Seeking for a tasty dinner but have no idea what it should be? Let’s make this chicken casserole or should we call it chicken dutch oven?
Ingredients
- 2 lb / 1kg Chicken
- 2 teaspoon / 10g Salt
- 2 oz / 50g Bacon, guiancale or pancetta (sliced)
- 2 medium Onions (sliced)
- 1 stalk Celery (diced)
- 14oz / 400g Carrot (sliced) (not keto friendly)
- 2 oz / 50g Leek (sliced)
- 3 cloves Garlic (crushed)
- Optional:
- Cauliflower
- Broccoli
- Brussels sprouts
- 1 sprig Rosemary
- Half lemon juice
- Courgette
- Pro tip: Cheese makes it taste better
- 3½ oz / 100g Cheese (Gouda, Edam…)
- 3½ oz / 100g Mozzarella
- 7 oz / 200g Sour cream
How to make Chicken casserole
Beginner
- Place the chicken meat into a casserole dish then sprinkle half of the salt on top.
- Add the rest of the ingredients, except the cheese on top.
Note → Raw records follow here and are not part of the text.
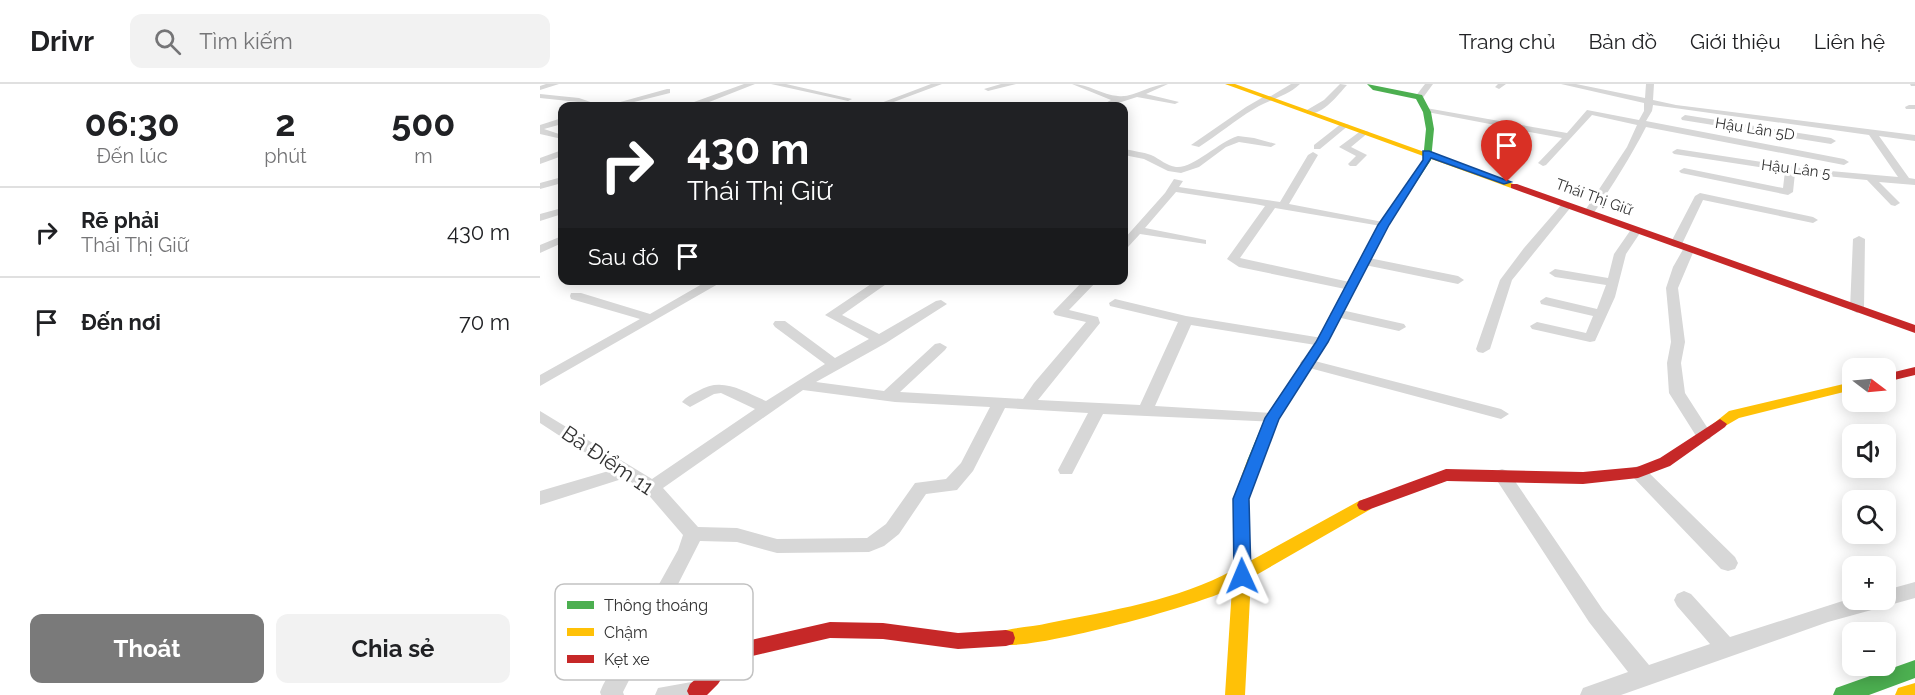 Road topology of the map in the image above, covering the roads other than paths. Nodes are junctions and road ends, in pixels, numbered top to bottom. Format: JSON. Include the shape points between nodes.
{"nodes":[{"id":1,"x":555,"y":84,"type":"edge"},
{"id":2,"x":719,"y":84,"type":"edge"},
{"id":3,"x":751,"y":84,"type":"edge"},
{"id":4,"x":775,"y":84,"type":"edge"},
{"id":5,"x":938,"y":84,"type":"edge"},
{"id":6,"x":1011,"y":84,"type":"edge"},
{"id":7,"x":1076,"y":84,"type":"edge"},
{"id":8,"x":1164,"y":84,"type":"edge"},
{"id":9,"x":1228,"y":84,"type":"edge"},
{"id":10,"x":1296,"y":84,"type":"edge"},
{"id":11,"x":1370,"y":84,"type":"edge"},
{"id":12,"x":1429,"y":84,"type":"edge"},
{"id":13,"x":1565,"y":84,"type":"edge"},
{"id":14,"x":1650,"y":84,"type":"edge"},
{"id":15,"x":1342,"y":85,"type":"edge"},
{"id":16,"x":540,"y":88,"type":"edge"},
{"id":17,"x":737,"y":89,"type":"junction"},
{"id":18,"x":988,"y":89,"type":"dead end"},
{"id":19,"x":667,"y":91,"type":"dead end"},
{"id":20,"x":1140,"y":95,"type":"junction"},
{"id":21,"x":540,"y":96,"type":"edge"},
{"id":22,"x":859,"y":98,"type":"dead end"},
{"id":23,"x":1419,"y":98,"type":"junction"},
{"id":24,"x":848,"y":99,"type":"dead end"},
{"id":25,"x":1117,"y":99,"type":"junction"},
{"id":26,"x":1270,"y":99,"type":"junction"},
{"id":27,"x":585,"y":102,"type":"edge"},
{"id":28,"x":625,"y":102,"type":"edge"},
{"id":29,"x":702,"y":102,"type":"edge"},
{"id":30,"x":848,"y":102,"type":"edge"},
{"id":31,"x":888,"y":102,"type":"edge"},
{"id":32,"x":1111,"y":102,"type":"edge"},
{"id":33,"x":1175,"y":102,"type":"dead end"},
{"id":34,"x":1649,"y":102,"type":"junction"},
{"id":35,"x":1426,"y":111,"type":"junction"},
{"id":36,"x":1310,"y":112,"type":"junction"},
{"id":37,"x":1680,"y":117,"type":"dead end"},
{"id":38,"x":558,"y":122,"type":"edge"},
{"id":39,"x":1641,"y":123,"type":"junction"},
{"id":40,"x":1345,"y":125,"type":"junction"},
{"id":41,"x":1522,"y":127,"type":"junction"},
{"id":42,"x":1822,"y":127,"type":"junction"},
{"id":43,"x":540,"y":129,"type":"edge"},
{"id":44,"x":1365,"y":132,"type":"junction"},
{"id":45,"x":1872,"y":134,"type":"junction"},
{"id":46,"x":558,"y":136,"type":"edge"},
{"id":47,"x":1569,"y":136,"type":"junction"},
{"id":48,"x":1915,"y":138,"type":"edge"},
{"id":49,"x":1831,"y":141,"type":"junction"},
{"id":50,"x":1271,"y":144,"type":"dead end"},
{"id":51,"x":1196,"y":145,"type":"dead end"},
{"id":52,"x":540,"y":150,"type":"edge"},
{"id":53,"x":1677,"y":152,"type":"dead end"},
{"id":54,"x":1128,"y":153,"type":"edge"},
{"id":55,"x":1426,"y":153,"type":"junction"},
{"id":56,"x":1503,"y":153,"type":"dead end"},
{"id":57,"x":558,"y":154,"type":"edge"},
{"id":58,"x":558,"y":154,"type":"edge"},
{"id":59,"x":540,"y":161,"type":"edge"},
{"id":60,"x":1844,"y":162,"type":"junction"},
{"id":61,"x":1543,"y":163,"type":"dead end"},
{"id":62,"x":1353,"y":164,"type":"dead end"},
{"id":63,"x":1790,"y":169,"type":"junction"},
{"id":64,"x":1183,"y":170,"type":"junction"},
{"id":65,"x":1684,"y":171,"type":"dead end"},
{"id":66,"x":1852,"y":176,"type":"junction"},
{"id":67,"x":1870,"y":178,"type":"junction"},
{"id":68,"x":558,"y":181,"type":"edge"},
{"id":69,"x":1910,"y":181,"type":"edge"},
{"id":70,"x":540,"y":186,"type":"edge"},
{"id":71,"x":1173,"y":189,"type":"junction"},
{"id":72,"x":1895,"y":203,"type":"dead end"},
{"id":73,"x":1277,"y":205,"type":"junction"},
{"id":74,"x":1567,"y":205,"type":"junction"},
{"id":75,"x":1589,"y":212,"type":"junction"},
{"id":76,"x":558,"y":213,"type":"edge"},
{"id":77,"x":540,"y":218,"type":"edge"},
{"id":78,"x":1813,"y":220,"type":"dead end"},
{"id":79,"x":1383,"y":225,"type":"junction"},
{"id":80,"x":1137,"y":230,"type":"junction"},
{"id":81,"x":1636,"y":230,"type":"junction"},
{"id":82,"x":1859,"y":239,"type":"dead end"},
{"id":83,"x":1128,"y":240,"type":"edge"},
{"id":84,"x":558,"y":241,"type":"edge"},
{"id":85,"x":1202,"y":242,"type":"dead end"},
{"id":86,"x":1682,"y":246,"type":"junction"},
{"id":87,"x":540,"y":249,"type":"edge"},
{"id":88,"x":1364,"y":261,"type":"junction"},
{"id":89,"x":1555,"y":273,"type":"dead end"},
{"id":90,"x":1458,"y":280,"type":"dead end"},
{"id":91,"x":1612,"y":283,"type":"junction"},
{"id":92,"x":705,"y":285,"type":"edge"},
{"id":93,"x":878,"y":285,"type":"edge"},
{"id":94,"x":1087,"y":285,"type":"edge"},
{"id":95,"x":1350,"y":285,"type":"junction"},
{"id":96,"x":576,"y":296,"type":"dead end"},
{"id":97,"x":1546,"y":301,"type":"dead end"},
{"id":98,"x":1115,"y":303,"type":"dead end"},
{"id":99,"x":941,"y":304,"type":"dead end"},
{"id":100,"x":1857,"y":309,"type":"junction"},
{"id":101,"x":1337,"y":313,"type":"junction"},
{"id":102,"x":1601,"y":314,"type":"junction"},
{"id":103,"x":650,"y":318,"type":"junction"},
{"id":104,"x":1186,"y":320,"type":"junction"},
{"id":105,"x":780,"y":324,"type":"dead end"},
{"id":106,"x":1537,"y":326,"type":"dead end"},
{"id":107,"x":1399,"y":327,"type":"dead end"},
{"id":108,"x":1915,"y":329,"type":"edge"},
{"id":109,"x":881,"y":340,"type":"junction"},
{"id":110,"x":1322,"y":342,"type":"junction"},
{"id":111,"x":940,"y":347,"type":"dead end"},
{"id":112,"x":1483,"y":349,"type":"dead end"},
{"id":113,"x":1307,"y":363,"type":"junction"},
{"id":114,"x":835,"y":364,"type":"junction"},
{"id":115,"x":1915,"y":370,"type":"edge"},
{"id":116,"x":1896,"y":375,"type":"edge"},
{"id":117,"x":540,"y":381,"type":"edge"},
{"id":118,"x":800,"y":385,"type":"junction"},
{"id":119,"x":1842,"y":388,"type":"edge"},
{"id":120,"x":887,"y":396,"type":"junction"},
{"id":121,"x":690,"y":402,"type":"dead end"},
{"id":122,"x":1001,"y":402,"type":"junction"},
{"id":123,"x":1027,"y":405,"type":"junction"},
{"id":124,"x":767,"y":408,"type":"junction"},
{"id":125,"x":1098,"y":409,"type":"junction"},
{"id":126,"x":1145,"y":411,"type":"junction"},
{"id":127,"x":1500,"y":414,"type":"dead end"},
{"id":128,"x":540,"y":416,"type":"edge"},
{"id":129,"x":1272,"y":418,"type":"junction"},
{"id":130,"x":1704,"y":435,"type":"junction"},
{"id":131,"x":1066,"y":470,"type":"dead end"},
{"id":132,"x":630,"y":471,"type":"junction"},
{"id":133,"x":1638,"y":472,"type":"junction"},
{"id":134,"x":1502,"y":475,"type":"junction"},
{"id":135,"x":652,"y":487,"type":"junction"},
{"id":136,"x":540,"y":498,"type":"edge"},
{"id":137,"x":693,"y":534,"type":"junction"},
{"id":138,"x":1728,"y":563,"type":"dead end"},
{"id":139,"x":1242,"y":576,"type":"junction"},
{"id":140,"x":669,"y":584,"type":"edge"},
{"id":141,"x":1915,"y":590,"type":"edge"},
{"id":142,"x":1896,"y":595,"type":"edge"},
{"id":143,"x":1684,"y":600,"type":"dead end"},
{"id":144,"x":1842,"y":609,"type":"edge"},
{"id":145,"x":753,"y":647,"type":"edge"},
{"id":146,"x":1726,"y":648,"type":"junction"},
{"id":147,"x":1915,"y":669,"type":"edge"},
{"id":148,"x":1644,"y":676,"type":"junction"},
{"id":149,"x":617,"y":680,"type":"edge"},
{"id":150,"x":709,"y":680,"type":"edge"},
{"id":151,"x":697,"y":691,"type":"joint"},
{"id":152,"x":1915,"y":692,"type":"edge"},
{"id":153,"x":613,"y":695,"type":"edge"},
{"id":154,"x":666,"y":695,"type":"edge"},
{"id":155,"x":1235,"y":695,"type":"edge"},
{"id":156,"x":1591,"y":695,"type":"edge"},
{"id":157,"x":1843,"y":695,"type":"edge"},
{"id":158,"x":1905,"y":695,"type":"edge"}],
"edges":[{"from":1,"to":16,"type":"street"},
{"from":2,"to":17,"type":"street"},
{"from":3,"to":17,"type":"street"},
{"from":4,"to":24,"type":"street"},
{"from":5,"to":31,"type":"street"},
{"from":6,"to":18,"type":"street"},
{"from":7,"to":25,"type":"street"},
{"from":8,"to":20,"type":"street"},
{"from":9,"to":26,"type":"main road","name":"Thái Thị Giữ"},
{"from":10,"to":26,"type":"street"},
{"from":11,"to":23,"type":"main road"},
{"from":12,"to":23,"type":"street"},
{"from":13,"to":34,"type":"street"},
{"from":14,"to":34,"type":"street"},
{"from":15,"to":36,"type":"street","via":[[1327,102]]},
{"from":17,"to":29,"type":"street"},
{"from":19,"to":28,"type":"street"},
{"from":20,"to":25,"type":"street"},
{"from":20,"to":33,"type":"street"},
{"from":21,"to":27,"type":"street"},
{"from":22,"to":30,"type":"street"},
{"from":23,"to":35,"type":"main road"},
{"from":25,"to":32,"type":"street"},
{"from":26,"to":36,"type":"main road","name":"Thái Thị Giữ"},
{"from":26,"to":51,"type":"street","via":[[1232,118]]},
{"from":34,"to":39,"type":"street"},
{"from":34,"to":42,"type":"street"},
{"from":35,"to":41,"type":"street"},
{"from":35,"to":55,"type":"main road","via":[[1430,138]]},
{"from":36,"to":40,"type":"main road","name":"Thái Thị Giữ"},
{"from":37,"to":49,"type":"street","name":"Hậu Lân 5D"},
{"from":38,"to":43,"type":"street"},
{"from":39,"to":47,"type":"street","via":[[1590,112]]},
{"from":39,"to":60,"type":"street"},
{"from":39,"to":75,"type":"street","via":[[1615,175]]},
{"from":40,"to":44,"type":"main road","name":"Thái Thị Giữ"},
{"from":40,"to":73,"type":"street","via":[[1315,151]]},
{"from":41,"to":47,"type":"street"},
{"from":41,"to":56,"type":"street"},
{"from":42,"to":45,"type":"street"},
{"from":42,"to":49,"type":"street"},
{"from":43,"to":46,"type":"street"},
{"from":44,"to":55,"type":"main road","name":"Thái Thị Giữ"},
{"from":44,"to":62,"type":"street","via":[[1344,147],[1362,155]]},
{"from":45,"to":48,"type":"street"},
{"from":45,"to":69,"type":"street"},
{"from":47,"to":61,"type":"street"},
{"from":49,"to":60,"type":"street"},
{"from":50,"to":64,"type":"street","via":[[1240,139],[1219,145]]},
{"from":52,"to":57,"type":"street"},
{"from":53,"to":63,"type":"street","name":"Hậu Lân 5"},
{"from":54,"to":64,"type":"street"},
{"from":55,"to":74,"type":"main road","name":"Thái Thị Giữ"},
{"from":55,"to":79,"type":"main road","via":[[1427,160]]},
{"from":58,"to":59,"type":"street"},
{"from":60,"to":66,"type":"street"},
{"from":63,"to":65,"type":"street","via":[[1788,192]]},
{"from":63,"to":66,"type":"street","name":"Hậu Lân 5"},
{"from":64,"to":71,"type":"street"},
{"from":66,"to":67,"type":"street","name":"Hậu Lân 5"},
{"from":67,"to":69,"type":"street","name":"Hậu Lân 5"},
{"from":67,"to":72,"type":"street"},
{"from":68,"to":70,"type":"street"},
{"from":71,"to":73,"type":"street"},
{"from":71,"to":80,"type":"street"},
{"from":73,"to":79,"type":"street"},
{"from":73,"to":95,"type":"street","via":[[1233,259]]},
{"from":74,"to":75,"type":"main road","name":"Thái Thị Giữ"},
{"from":74,"to":112,"type":"street","via":[[1506,280]]},
{"from":75,"to":81,"type":"main road","name":"Thái Thị Giữ"},
{"from":76,"to":77,"type":"street"},
{"from":78,"to":86,"type":"street","via":[[1700,196]]},
{"from":79,"to":88,"type":"main road"},
{"from":80,"to":83,"type":"street"},
{"from":80,"to":85,"type":"street"},
{"from":81,"to":86,"type":"main road","name":"Thái Thị Giữ"},
{"from":81,"to":91,"type":"street","via":[[1620,254]]},
{"from":82,"to":100,"type":"street"},
{"from":84,"to":87,"type":"street"},
{"from":86,"to":100,"type":"main road","name":"Thái Thị Giữ"},
{"from":86,"to":130,"type":"street","via":[[1672,288],[1678,342],[1674,363],[1677,393]]},
{"from":88,"to":90,"type":"street"},
{"from":88,"to":95,"type":"main road"},
{"from":89,"to":91,"type":"street"},
{"from":91,"to":102,"type":"street"},
{"from":92,"to":103,"type":"street"},
{"from":93,"to":109,"type":"street","via":[[832,315]]},
{"from":94,"to":123,"type":"street","via":[[1060,312],[1093,323]]},
{"from":95,"to":101,"type":"main road"},
{"from":96,"to":103,"type":"street"},
{"from":97,"to":102,"type":"street"},
{"from":98,"to":104,"type":"street"},
{"from":99,"to":109,"type":"street"},
{"from":100,"to":108,"type":"main road","name":"Thái Thị Giữ"},
{"from":101,"to":107,"type":"street"},
{"from":101,"to":110,"type":"main road"},
{"from":102,"to":106,"type":"street","via":[[1590,338]]},
{"from":103,"to":117,"type":"street"},
{"from":104,"to":110,"type":"street"},
{"from":104,"to":126,"type":"street"},
{"from":105,"to":114,"type":"street"},
{"from":109,"to":114,"type":"street"},
{"from":110,"to":113,"type":"main road"},
{"from":111,"to":120,"type":"street"},
{"from":113,"to":127,"type":"street"},
{"from":113,"to":129,"type":"main road"},
{"from":114,"to":118,"type":"street"},
{"from":115,"to":116,"type":"main road"},
{"from":118,"to":120,"type":"street"},
{"from":118,"to":124,"type":"street"},
{"from":119,"to":130,"type":"main road","via":[[1734,414]]},
{"from":120,"to":122,"type":"street"},
{"from":121,"to":124,"type":"street","via":[[710,390],[723,388]]},
{"from":122,"to":123,"type":"street"},
{"from":122,"to":137,"type":"street","via":[[967,467],[951,485],[921,488],[880,542],[777,546],[737,535]]},
{"from":123,"to":125,"type":"street"},
{"from":124,"to":135,"type":"street"},
{"from":125,"to":126,"type":"street"},
{"from":125,"to":131,"type":"street"},
{"from":126,"to":129,"type":"street"},
{"from":128,"to":132,"type":"street","name":"Bà Điểm 11"},
{"from":129,"to":139,"type":"main road","via":[[1241,499]]},
{"from":130,"to":133,"type":"main road","via":[[1665,462]]},
{"from":132,"to":135,"type":"street","name":"Bà Điểm 11"},
{"from":132,"to":136,"type":"street"},
{"from":133,"to":134,"type":"main road","via":[[1583,478]]},
{"from":133,"to":138,"type":"street"},
{"from":134,"to":139,"type":"main road","via":[[1446,475],[1371,502]]},
{"from":134,"to":148,"type":"street","via":[[1596,616]]},
{"from":135,"to":137,"type":"street","name":"Bà Điểm 11"},
{"from":137,"to":140,"type":"street"},
{"from":139,"to":145,"type":"main road","via":[[1212,591],[1023,637],[958,641],[883,631],[830,630]]},
{"from":139,"to":155,"type":"main road"},
{"from":141,"to":142,"type":"street"},
{"from":143,"to":146,"type":"street"},
{"from":144,"to":146,"type":"street"},
{"from":146,"to":148,"type":"street"},
{"from":147,"to":157,"type":"main road"},
{"from":148,"to":156,"type":"street"},
{"from":149,"to":153,"type":"street"},
{"from":150,"to":151,"type":"main road"},
{"from":151,"to":154,"type":"street"},
{"from":152,"to":158,"type":"main road"}]}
We can add as much as the casserole dish allows.
- Put the lid on then place it into the 390°F / 200°C oven for about 2 hours.
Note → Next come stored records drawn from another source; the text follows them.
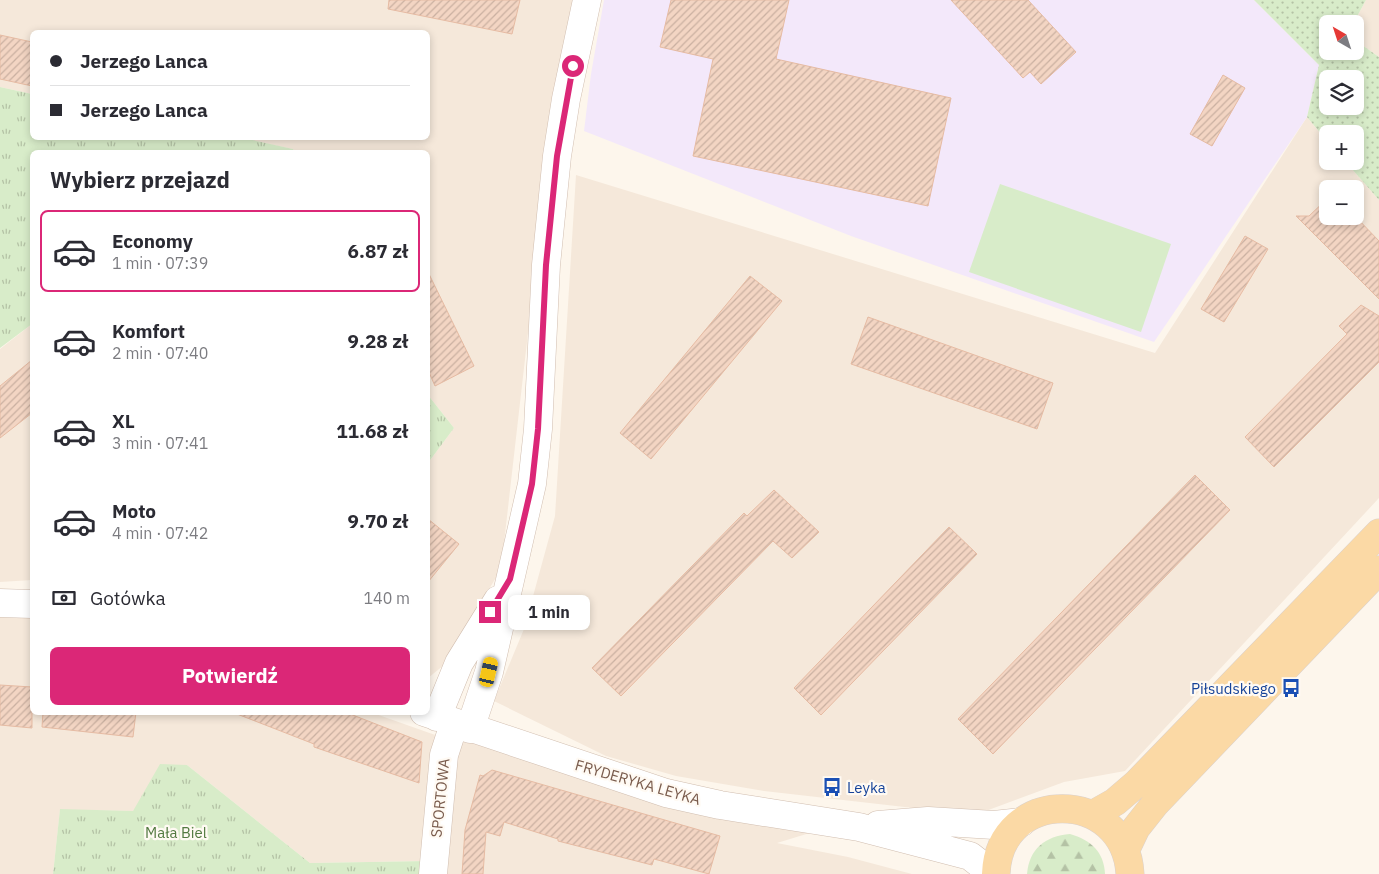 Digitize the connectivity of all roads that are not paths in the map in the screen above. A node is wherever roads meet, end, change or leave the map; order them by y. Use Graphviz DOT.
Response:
graph roads {
  1 [pos="587,0"];
  2 [pos="1379,533"];
  3 [pos="1379,570"];
  4 [pos="0,603"];
  5 [pos="30,604"];
  6 [pos="446,720"];
  7 [pos="1092,815"];
  8 [pos="1022,822"];
  9 [pos="859,827"];
  10 [pos="1132,866"];
  11 [pos="433,874"];
  12 [pos="995,874"];
  1 -- 6 [label="street, SPORTOWA"];
  2 -- 7 [label="main road"];
  3 -- 10 [label="main road"];
  4 -- 5 [label="street"];
  6 -- 9 [label="street, FRYDERYKA LEYKA"];
  6 -- 11 [label="street, SPORTOWA"];
  7 -- 8 [label="main road"];
  7 -- 10 [label="main road"];
  8 -- 9 [label="street, FRYDERYKA LEYKA"];
  8 -- 12 [label="main road"];
  9 -- 12 [label="street, FRYDERYKA LEYKA"];
}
- Once it’s done, we can make it taste even better by adding some cheese on top.
- Without the lid, place it under the broiler on maximum settings until the cheese gets melted and golden brown spots start to appear for about 15 minutes.
Enjoy!
Advanced
- Slice bacon, guianciale or pancetta.
- In a cast iron casserole dish aka Dutch oven, on medium to high heat render the fat out for about 10 minutes.
- Place the chicken in and sprinkle quarter of the salt on top.
- Sear one side until golden brown spots starts to appear for about 5 – 10 minutes.
- Turn them over and sear the other side too.
- Remove the chicken and loose up and stuck down bits. Leave the bacon and praise any bits of chicken skin that has fallen behind. If we have a big enough pan removing the chicken is not even necessary.
- Add the onion, celery and carrots.
- Saute on medium to high heat until it starts to caramelize for about 5 – 10 minutes.
- Add back the chicken.
- Add the leek, garlic and any optional vegetables or herbs. Fill the casserole dish as desired.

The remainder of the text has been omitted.